All shell commands below are written as `python -c "..."` one-liners so
the recipe is identical on PowerShell (Windows) and bash / zsh
(macOS / Linux). The helpers resolve every path relative to the repo
root via `_REPO_ROOT = Path(__file__).resolve().parents[...]` — no cwd
assumptions.

## When to use

- The user says "run AutoQEC", "start a research round", or provides an
  env YAML path.
- The user wants to see an AI-generated predecoder candidate on an
  existing env (surface_d5_depol, bb72_depol, etc.).

## Required inputs

- `env_yaml` — path to an EnvSpec YAML (e.g.
  `autoqec/envs/builtin/surface_d5_depol.yaml`).
- `rounds` — default `1`. Each round is Ideator → Coder → Runner →
  Analyst and takes ~2–5 min in dev profile.
- `profile` — `dev` (2048 train / 2048 val shots, 3 epochs) or `prod`
  (8192 train / 8192 val shots, 10 epochs).
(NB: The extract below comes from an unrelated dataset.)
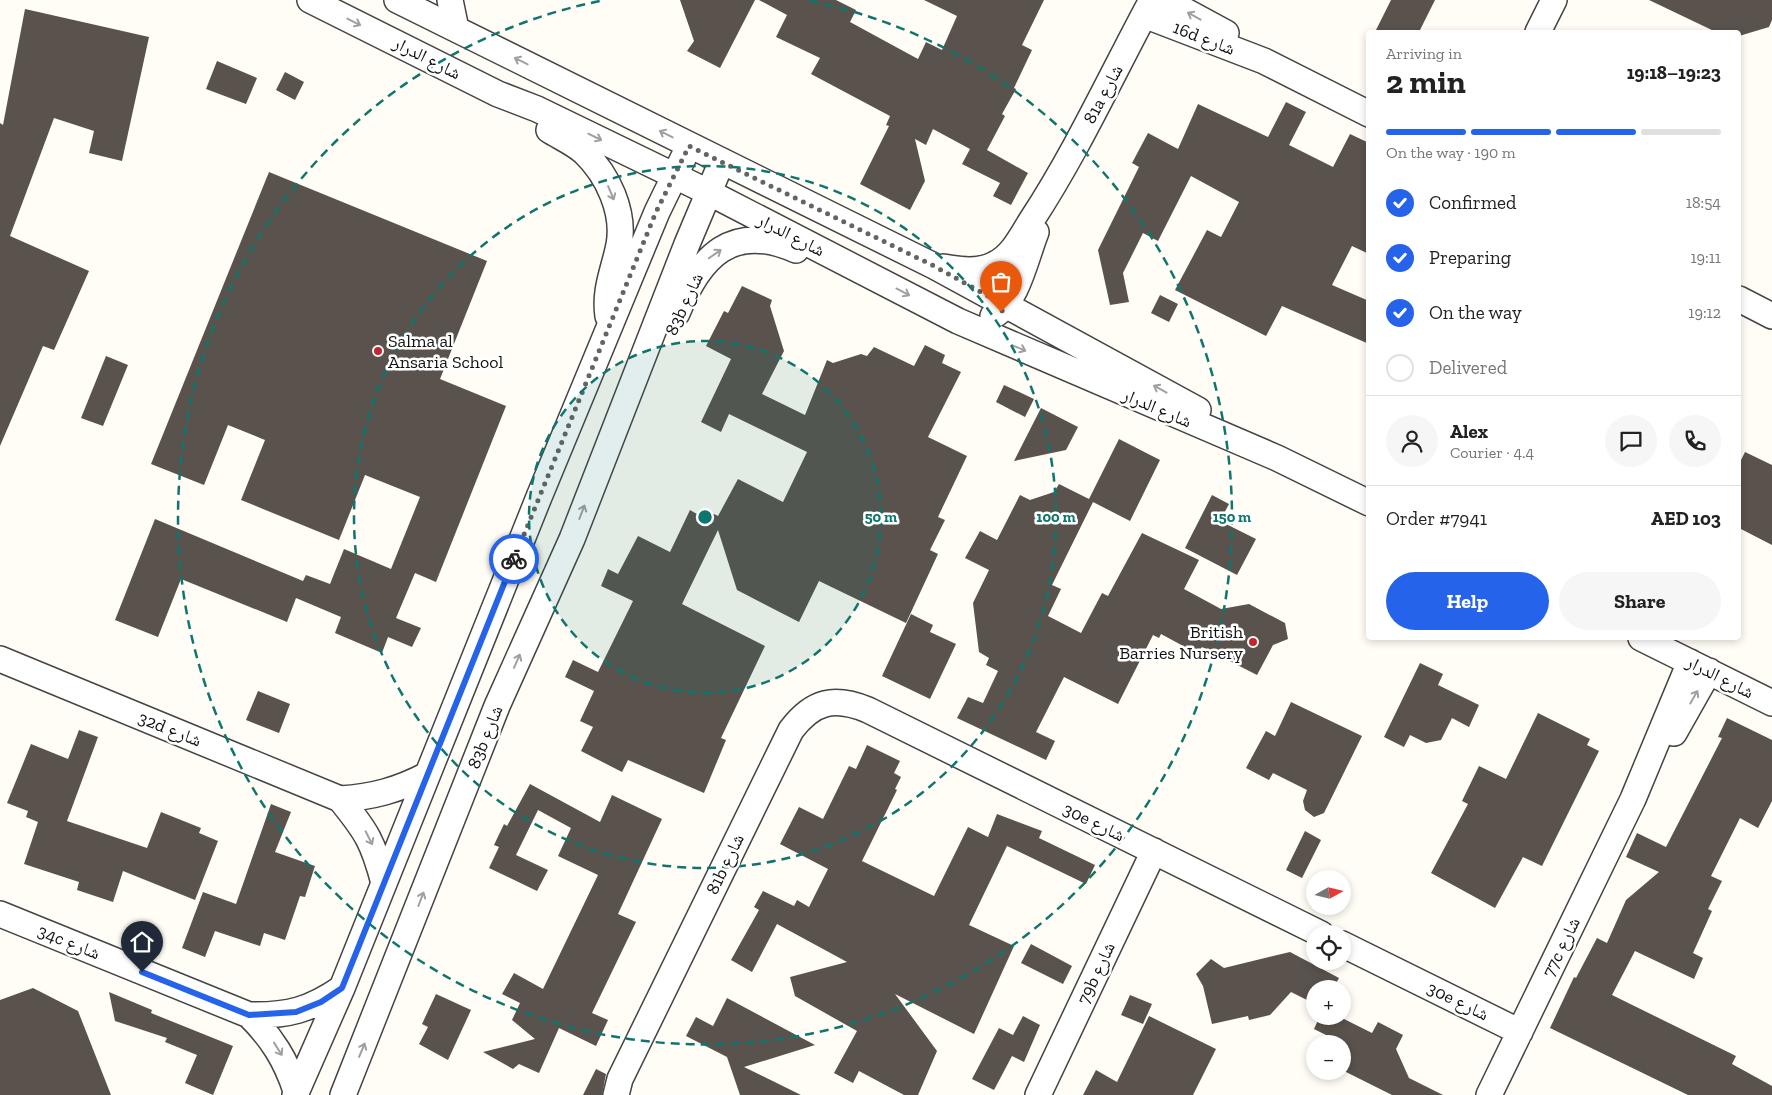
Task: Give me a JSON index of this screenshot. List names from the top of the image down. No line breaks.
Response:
{"streets":{"street":["16d شارع","شارع الدرار","81a شارع","83b شارع","32d شارع","30e شارع","81b شارع","34c شارع","77c شارع","79b شارع"]},"crossings":[["16d شارع","81a شارع"],["شارع الدرار","81a شارع"],["شارع الدرار","83b شارع"],["شارع الدرار","77c شارع"],["30e شارع","81b شارع"],["30e شارع","77c شارع"],["30e شارع","79b شارع"]],"places":["Salma al Ansaria School","British Barries Nursery"],"north":"right","page":{"heading":["2 min","Arriving in","19:18–19:23"],"panel":["Alex","Courier · 4.4","Order #7941","AED 103"],"bar":"On the way · 190 m","list":[["Confirmed","18:54"],["Preparing","19:11"],["On the way","19:12"],"Delivered"],"buttons":["Help","Share"],"map_buttons":["+","−"]},"rings":["50 m","100 m","150 m"]}
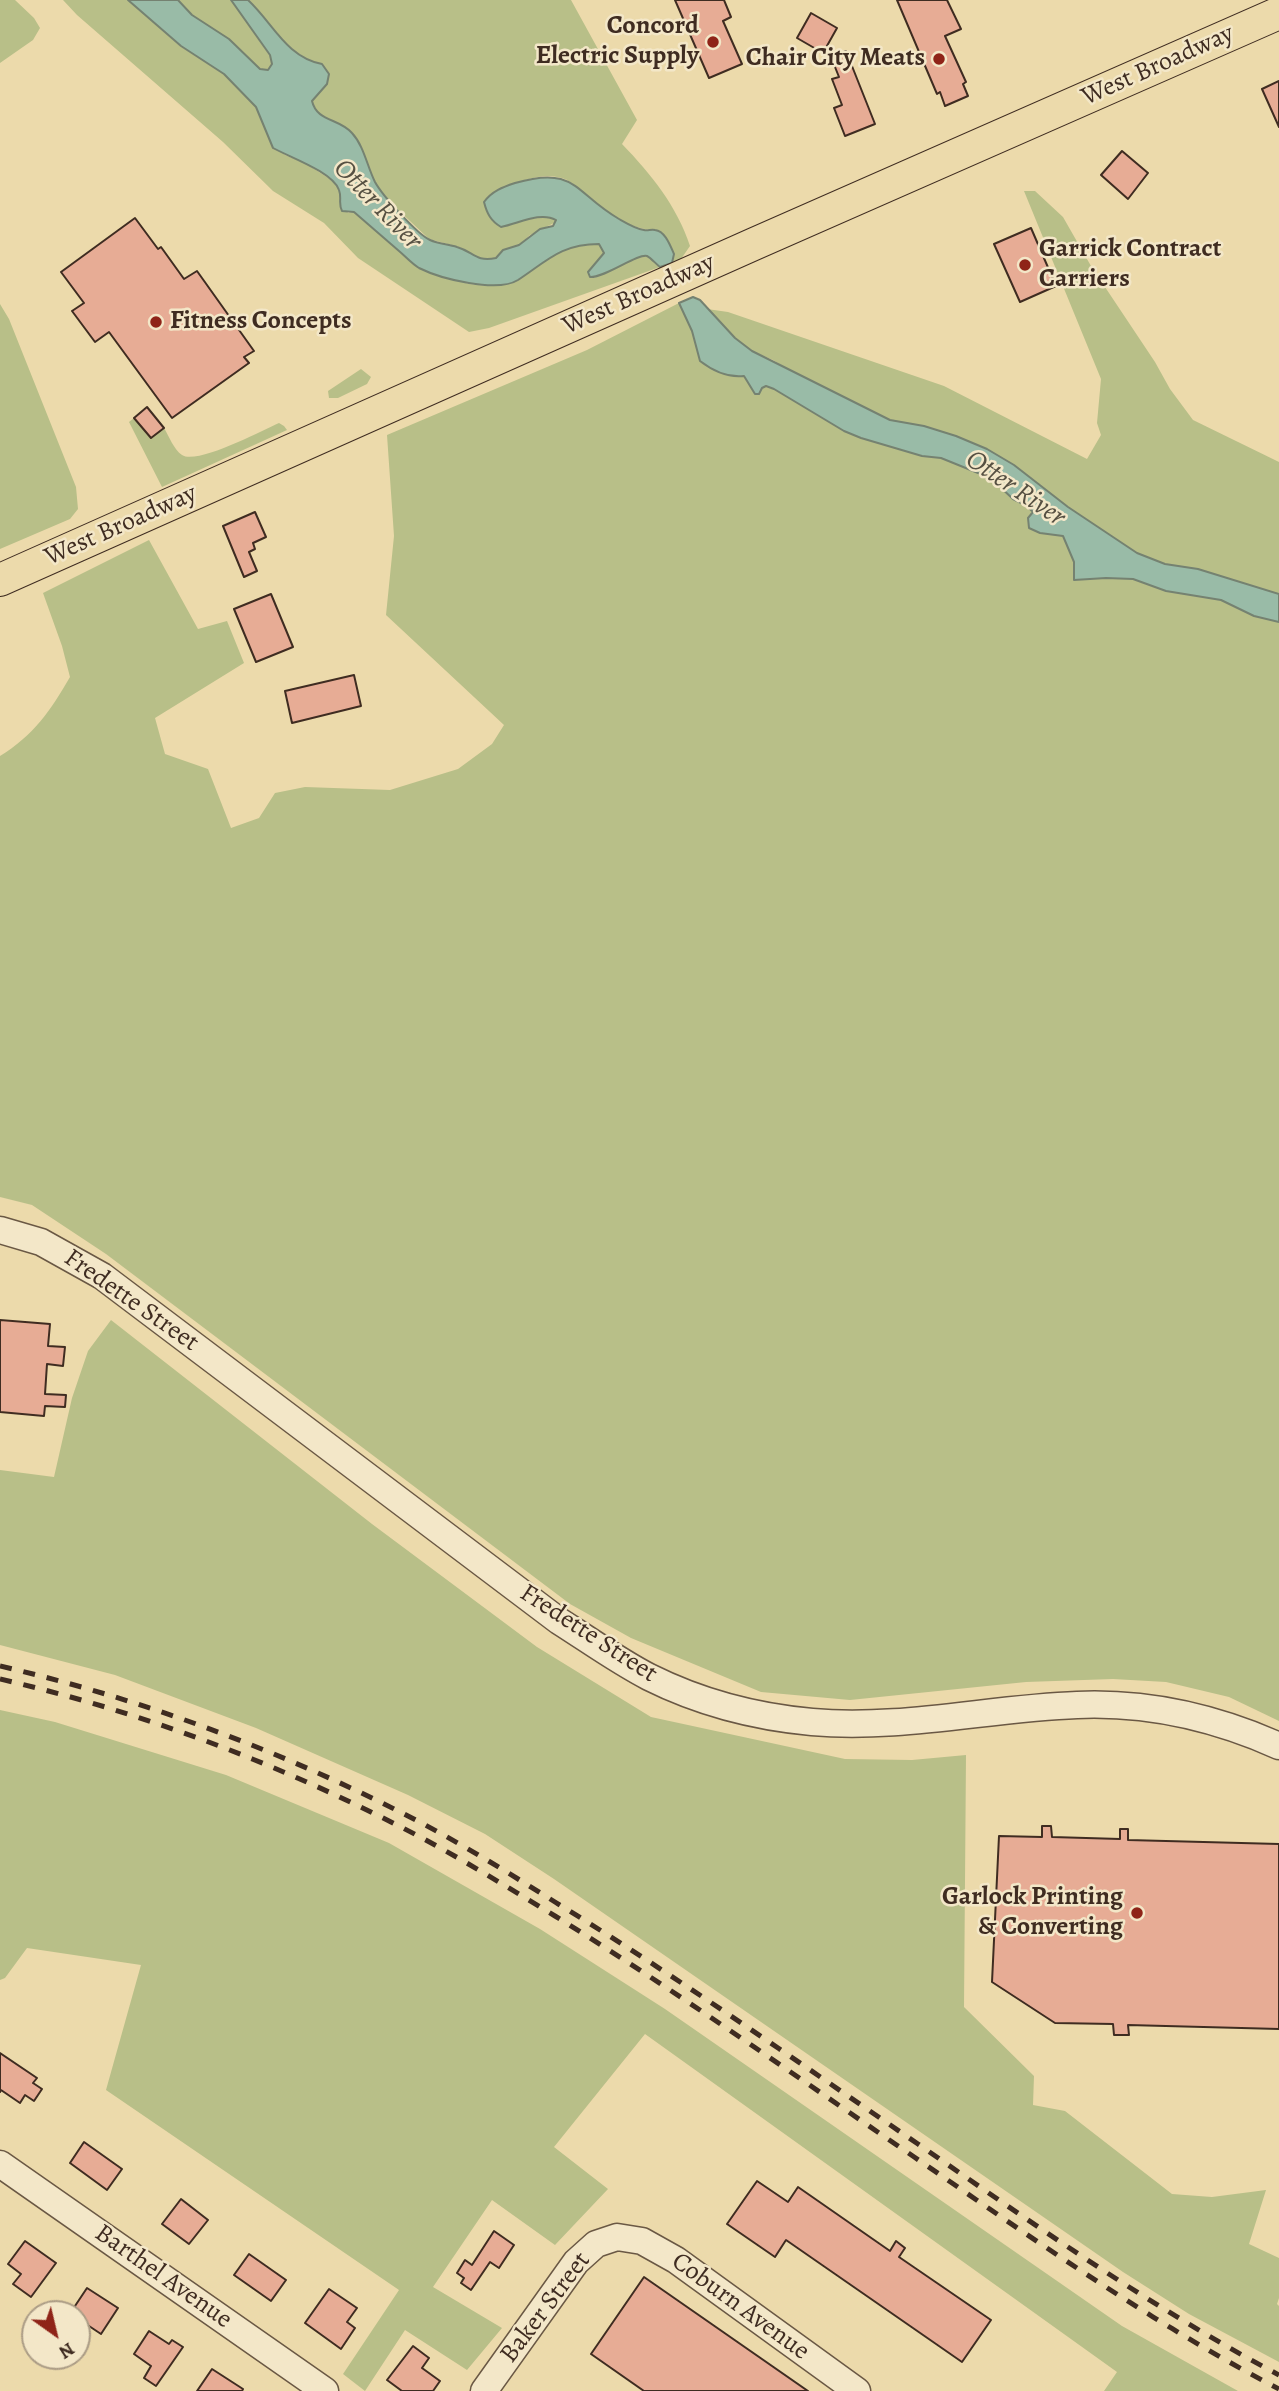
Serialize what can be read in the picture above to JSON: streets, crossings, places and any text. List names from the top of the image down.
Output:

Val shots matter more than
  train shots here because Δ_LER stderr scales as 1/√n_val — undersized
  val makes every round statistically indistinguishable from zero.
  Default `dev`.

## Default output_mode

**Always default to `output_mode: soft_priors`** unless the user or the
Ideator's hypothesis explicitly asks for `hard_flip`. `soft_priors` is
the only mode with a well-posed supervised training target (DEM-error
labels) and a working eval path on both MWPM (per-sample DEM
reweighting) and OSD (priors passed to `bposd_decoder`). `hard_flip` is
still supported but treats the raw syndrome as a weak surrogate target
during training — it will not reliably move `delta_ler` without a
problem-specific loss. If you find yourself emitting a DSL with
`output_mode: hard_flip` without an explicit Ideator rationale, stop
and check.

## Working scratch directory

Use Python `tempfile.gettempdir()` when you need to stash intermediate
subagent responses. Never hard-code `/tmp/...`.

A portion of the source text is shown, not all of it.